A second piece of the temperature puzzle is our planet’s brightness. All other things being equal, a brighter, more reflective planet bounces more energy back to space. Some of the brightest, most reflective areas of our planet are those covered with ice. NASA imagery shows those areas shrinking, especially in the Arctic. As sea ice vanishes into darker ocean, our planet becomes less reflective and warms even further. Clouds also reflect alot of sunlight. As our planet warms, more water evaporates, potentially creating more clouds. More cloud cover increases the Earth’s brightness, possibly helping to cool the planet. But clouds, and the small particles called aerosols that help them form, are climate wild cards. Many current climate models predict some cooling due to increased cloud cover. Will it be enough to siginificantly slow global warming? Scientists are using NASA data to look for the answer.
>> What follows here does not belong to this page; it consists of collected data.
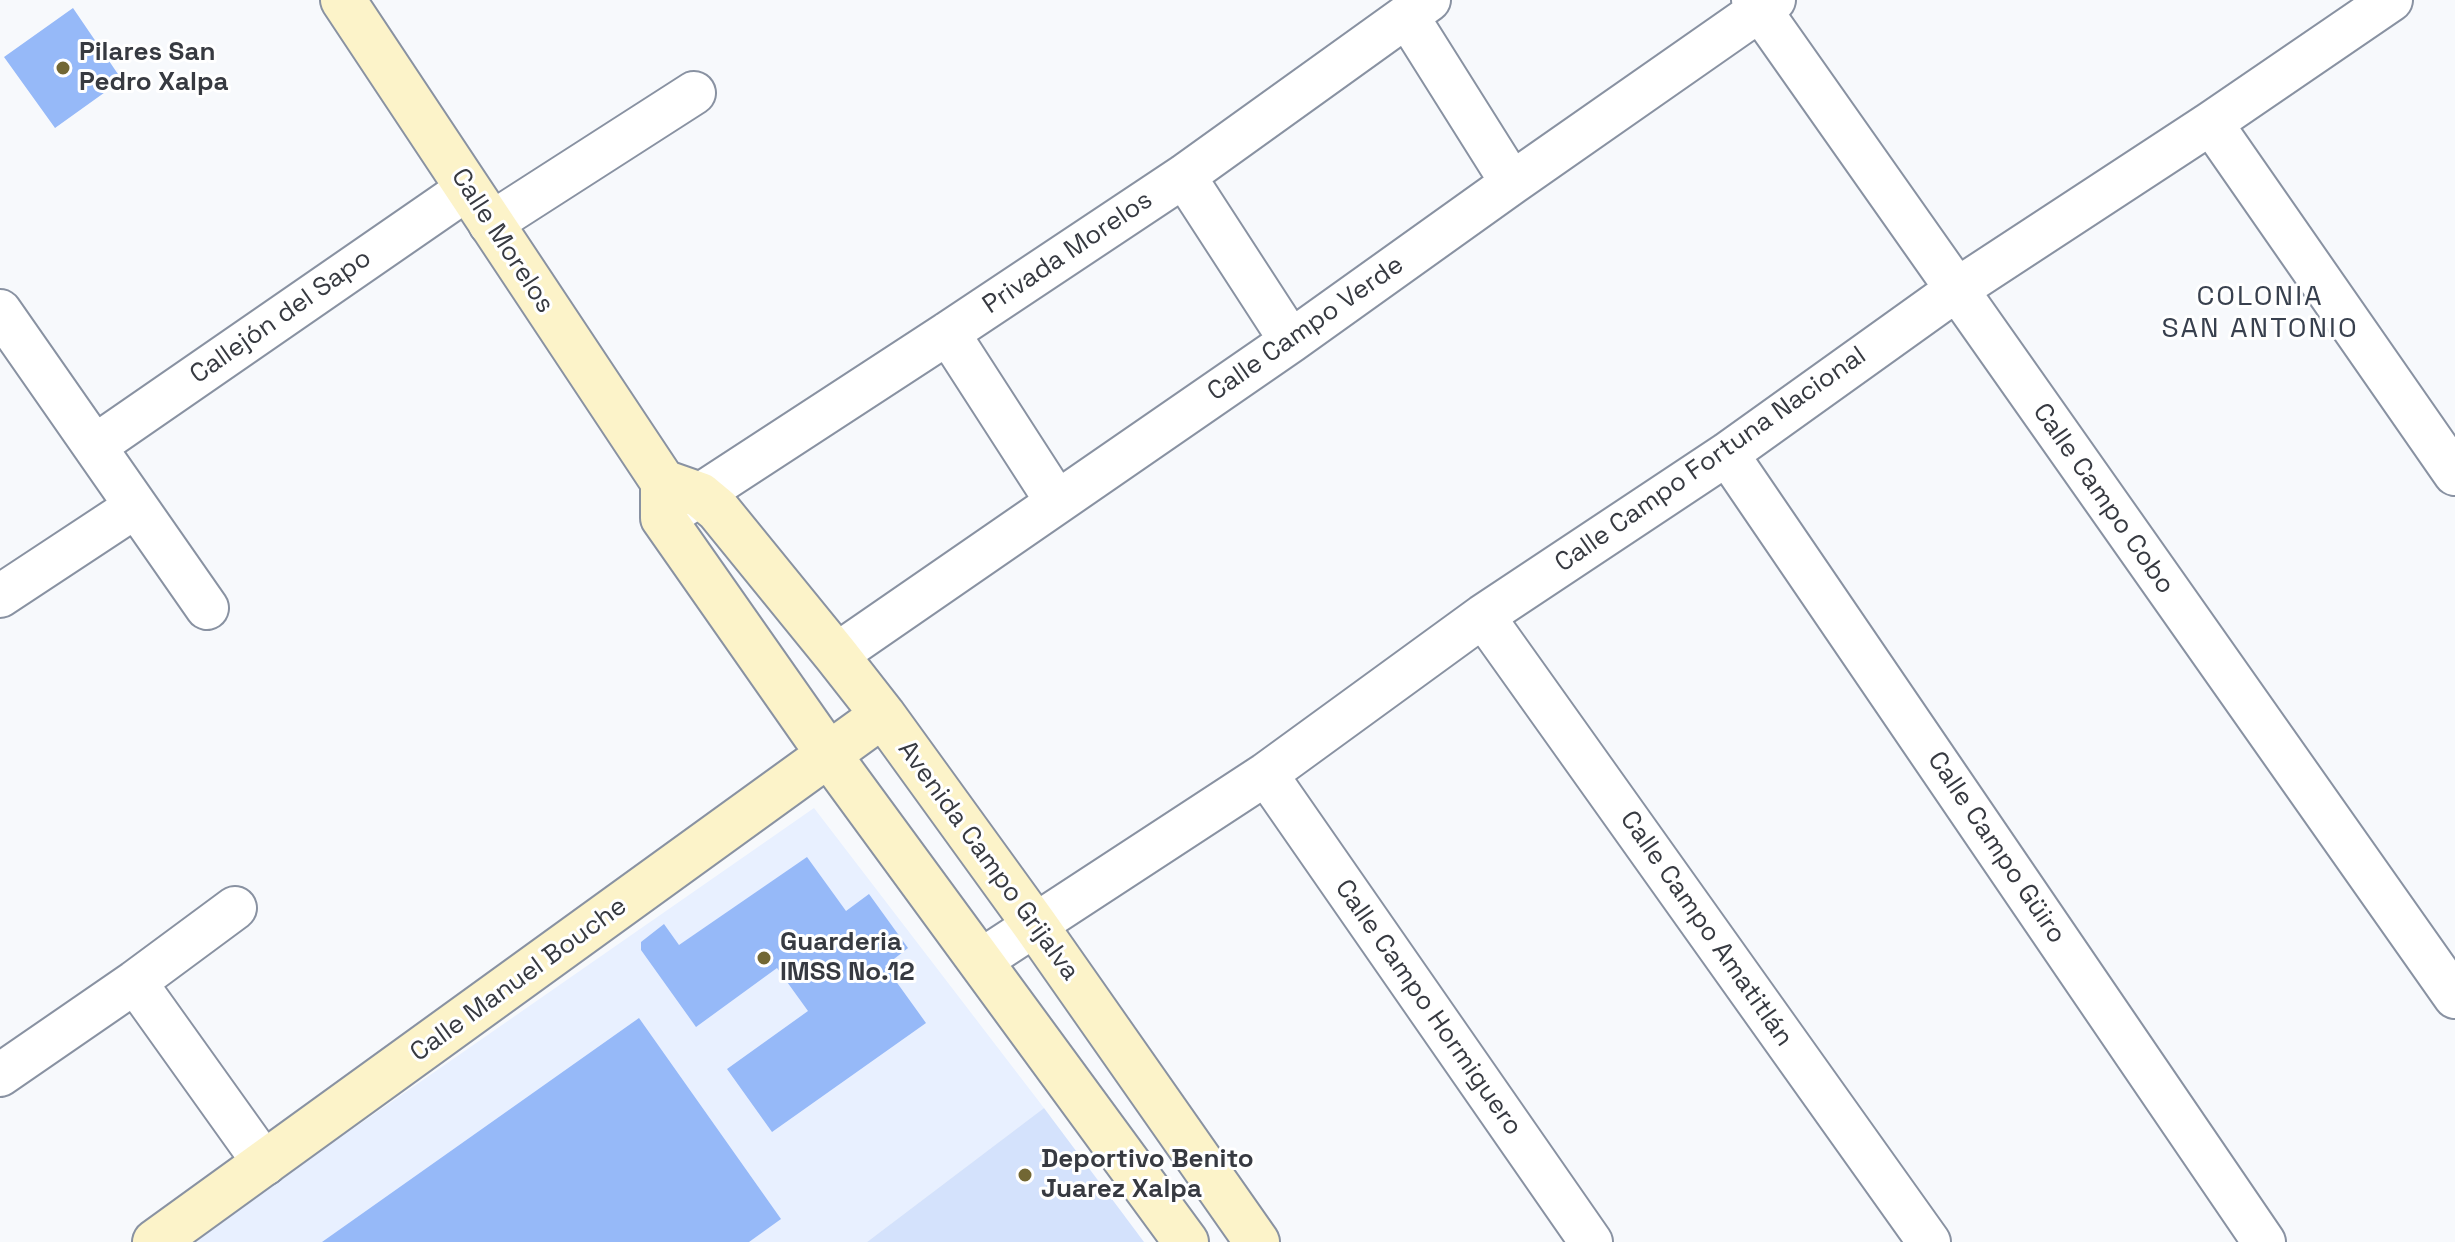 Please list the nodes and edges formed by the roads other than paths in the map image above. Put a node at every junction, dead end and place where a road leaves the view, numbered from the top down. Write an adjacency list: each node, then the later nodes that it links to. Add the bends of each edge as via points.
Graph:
1 (343, 0): 9 (street, Calle Morelos)
2 (2391, 0): 6 (street, Calle Campo Fortuna Nacional)
3 (1763, 3): 8 (street, Calle Campo Verde); 10 (street, Calle Campo Cobo)
4 (1418, 8): 7 (street, Privada Morelos); 8 (street)
5 (694, 93): 9 (street, Callejón del Sapo)
6 (2211, 123): 10 (street, Calle Campo Fortuna Nacional); 16 (street)
7 (1184, 176): 12 (street, Privada Morelos); 13 (street)
8 (1512, 183): 13 (street, Calle Campo Verde)
9 (479, 206): 14 (street, Callejón del Sapo); 17 (street, Calle Morelos)
10 (1956, 290): 15 (street, Calle Campo Fortuna Nacional); 31 (street, Calle Campo Cobo)
11 (0, 311): 14 (street)
12 (948, 333): 17 (street, Privada Morelos); 18 (street)
13 (1291, 341): 18 (street, Calle Campo Verde)
14 (95, 446): 19 (street)
15 (1727, 454): 22 (street, Calle Campo Fortuna Nacional); 39 (street, Calle Campo Güiro)
16 (2455, 474)
17 (675, 498): 23 (street, Avenida Campo Grijalva, via 718,510); 25 (street)
18 (1057, 502): 23 (street, Calle Campo Verde)
19 (135, 507): 20 (street); 21 (street)
20 (0, 596)
21 (207, 608)
22 (1483, 616): 26 (street, Calle Campo Fortuna Nacional); 38 (street, Calle Campo Amatitlán)
23 (836, 655): 24 (street, Avenida Campo Grijalva)
24 (883, 715): 25 (street, Calle Manuel Bouche); 28 (street, Avenida Campo Grijalva)
25 (829, 755): 29 (street); 33 (street, Calle Manuel Bouche)
26 (1266, 774): 28 (street, Calle Campo Fortuna Nacional); 37 (street, Calle Campo Hormiguero)
27 (235, 908): 30 (street)
28 (1035, 925): 29 (street, Calle Campo Fortuna Nacional); 36 (street, Avenida Campo Grijalva)
29 (980, 961): 35 (street)
30 (135, 982): 32 (street); 33 (street)
31 (2455, 997)
32 (0, 1075)
33 (265, 1164): 34 (street, Calle Manuel Bouche)
34 (155, 1242)
35 (1186, 1242)
36 (1257, 1242)
37 (1591, 1242)
38 (1929, 1242)
39 (2264, 1242) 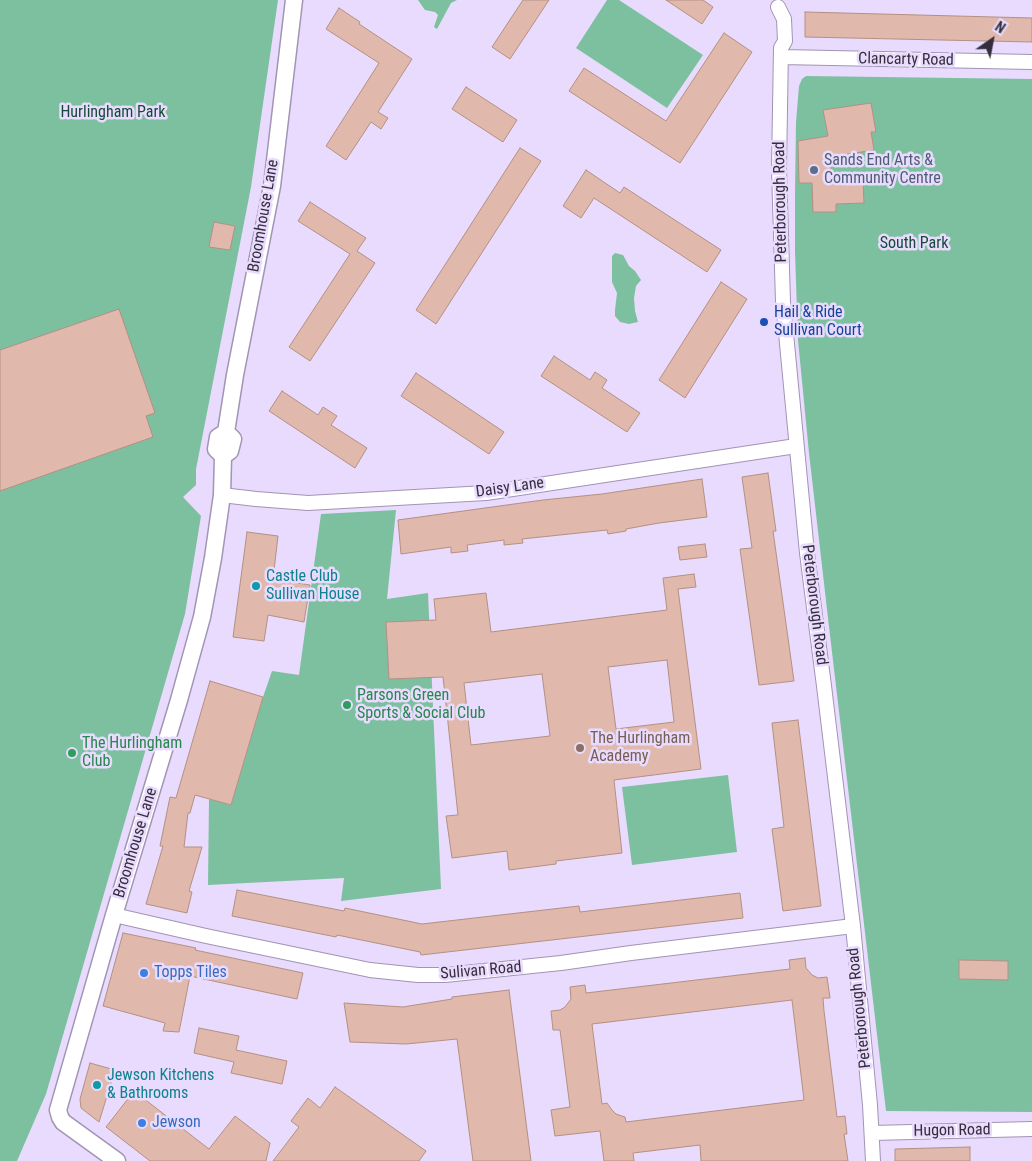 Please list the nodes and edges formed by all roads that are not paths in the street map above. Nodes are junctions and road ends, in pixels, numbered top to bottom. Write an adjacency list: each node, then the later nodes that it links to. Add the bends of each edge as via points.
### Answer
1 (294, 0): 6 (street, Broomhouse Lane, via 272,186 226,432 232,439 230,451 223,456)
2 (778, 4): 3 (street, Peterborough Road, via 784,20 785,41)
3 (781, 52): 4 (street, Clancarty Road); 5 (street, Peterborough Road, via 783,302)
4 (1032, 62)
5 (796, 446): 6 (street, Daisy Lane, via 486,493 308,503); 8 (street, Peterborough Road)
6 (222, 495): 7 (street, Broomhouse Lane, via 202,616)
7 (114, 915): 8 (street, Sulivan Road, via 370,970 418,975 561,963); 11 (street, Broomhouse Lane, via 58,1110 63,1122)
8 (852, 926): 10 (street, Peterborough Road)
9 (1032, 1129): 10 (street, Hugon Road)
10 (872, 1133): 12 (street, Peterborough Road)
11 (117, 1161)
12 (873, 1161) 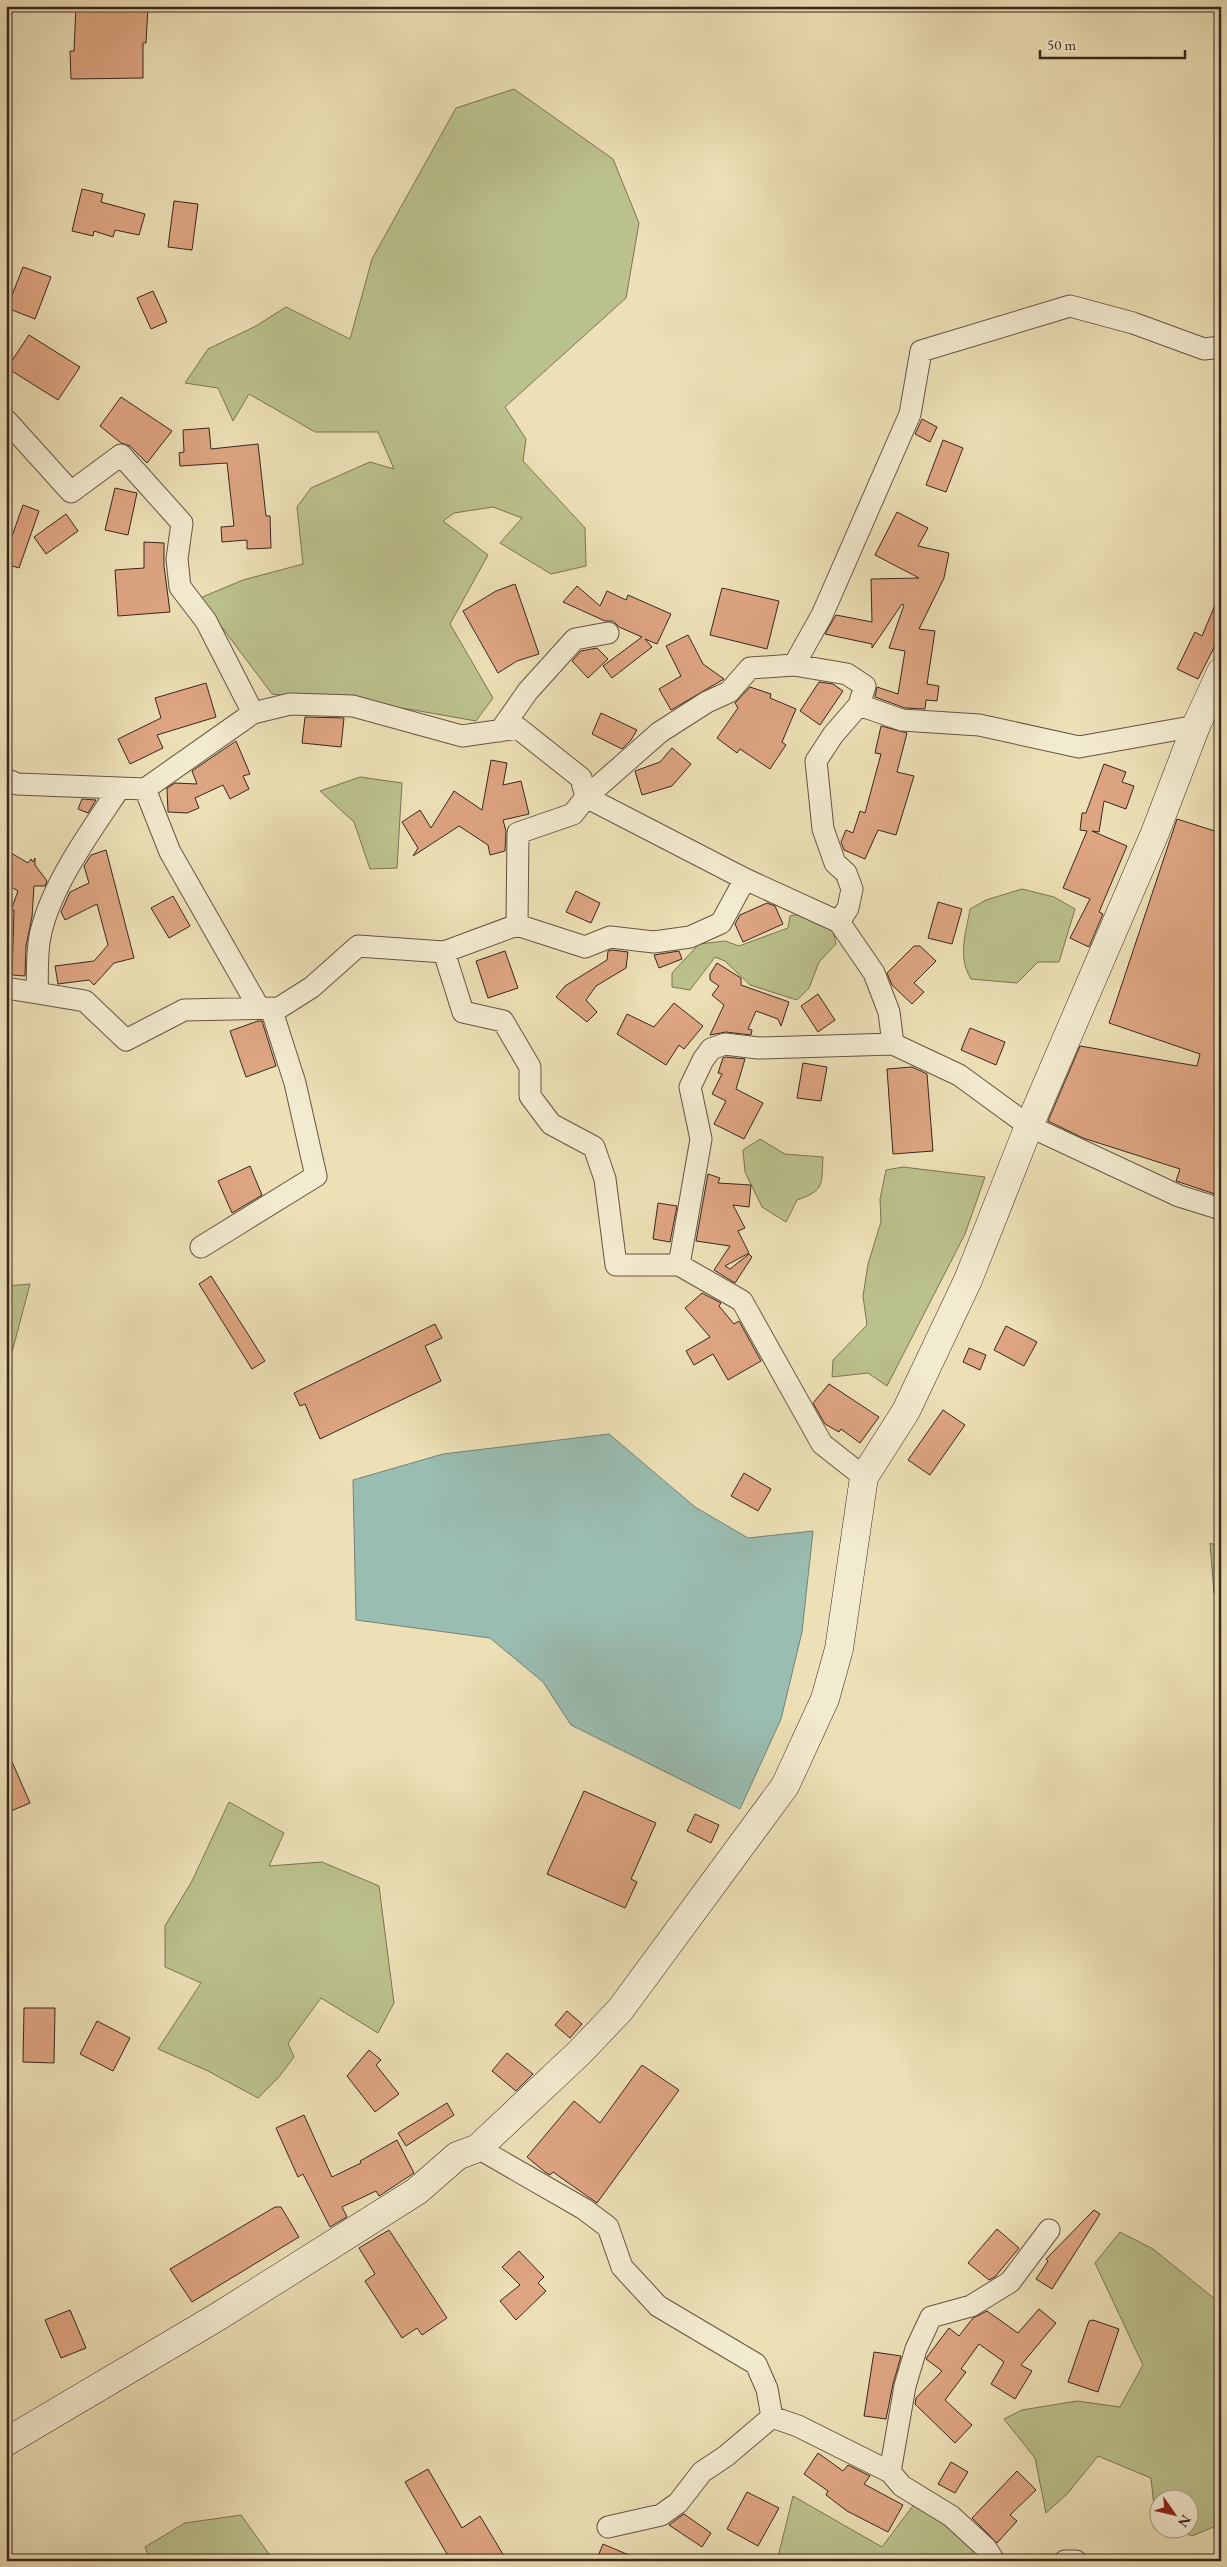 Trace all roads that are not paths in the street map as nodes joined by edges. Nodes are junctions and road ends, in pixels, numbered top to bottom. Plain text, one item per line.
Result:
1 (1221, 347) edge
2 (6, 420) edge
3 (608, 633) dead end
4 (794, 665) junction
5 (1221, 672) edge
6 (859, 705) junction
7 (253, 713) junction
8 (1196, 726) junction
9 (500, 731) junction
10 (6, 779) edge
11 (119, 789) junction
12 (145, 789) junction
13 (586, 797) junction
14 (745, 879) junction
15 (839, 922) junction
16 (517, 925) junction
17 (444, 952) junction
18 (6, 988) edge
19 (37, 993) junction
20 (264, 1008) junction
21 (893, 1044) junction
22 (1029, 1126) junction
23 (1221, 1209) edge
24 (201, 1247) dead end
25 (679, 1265) junction
26 (864, 1477) junction
27 (478, 2148) junction
28 (1049, 2230) dead end
29 (772, 2417) junction
30 (6, 2442) edge
31 (890, 2472) junction
32 (608, 2527) dead end
33 (994, 2561) edge
34 (1064, 2561) edge
35 (1076, 2561) edge

1 - 4 street
2 - 7 street
3 - 9 street
4 - 6 street
4 - 13 street
5 - 8 street
6 - 8 street
6 - 15 street
7 - 9 street
7 - 12 street
8 - 22 street
9 - 13 street
10 - 11 street
11 - 12 street
11 - 19 street
12 - 20 street
13 - 14 street
13 - 16 street
14 - 15 street
14 - 16 street
15 - 21 street
16 - 17 street
17 - 20 street
17 - 25 street
18 - 19 street
19 - 20 street
20 - 24 street
21 - 22 street
21 - 25 street
22 - 23 street
22 - 26 street
25 - 26 street
26 - 27 street
27 - 29 street
27 - 30 street
28 - 31 street
29 - 31 street
29 - 32 street
31 - 33 street
34 - 35 street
Further complicating the issue is that water vapor is actually the world’s most abundant greenhouse gas. Thats’ right, the same molecules that might cool the planet in cloud form actually warm it when they’re in the form of a gas. They help create a blanket around the Earth, catching heat radiating from the planet’s surface and trapping it within the atmosphere. As the planet warms, more water evaporates from the ocean, creating more of this heat-trapping greenhouse gas. Humans can’t directly control the amount of water vapor in the air, but we can have a much greater impact on other major greenhouse gases. Carbon dioxide is the second most prevalent greenhouse gas, and it’s our biggest contribution to global warming. Fossil fuel burning releases large amounts of carbon dioxide into the air. NASA satellite instruments capture the infrared signature of carbon dioxide in the global atmosphere. They show a rise throughout the decade.
NASA also monitors other greenhouse gases, such as methane, nitrous oxides and CFCs. In recent years, CFC have decreased. Methane and nitrous oxide are on the rise. Greenhouse gas is most likely the main contributor to current global warming. It’s the key piece in the temperature puzzle, and it’s unlocked the door to higher and higher temperatures. It marks the end of the hottest decade we’ve recorded… so far. What will the next ten years hold for the Earth’s climate? Computer models predict an even warmer planet, with more extreme weather, less ice, and higher seas. The severity of those changes will depend partly on how our planet’s complex system responds, and, more importantly, on what choices we make.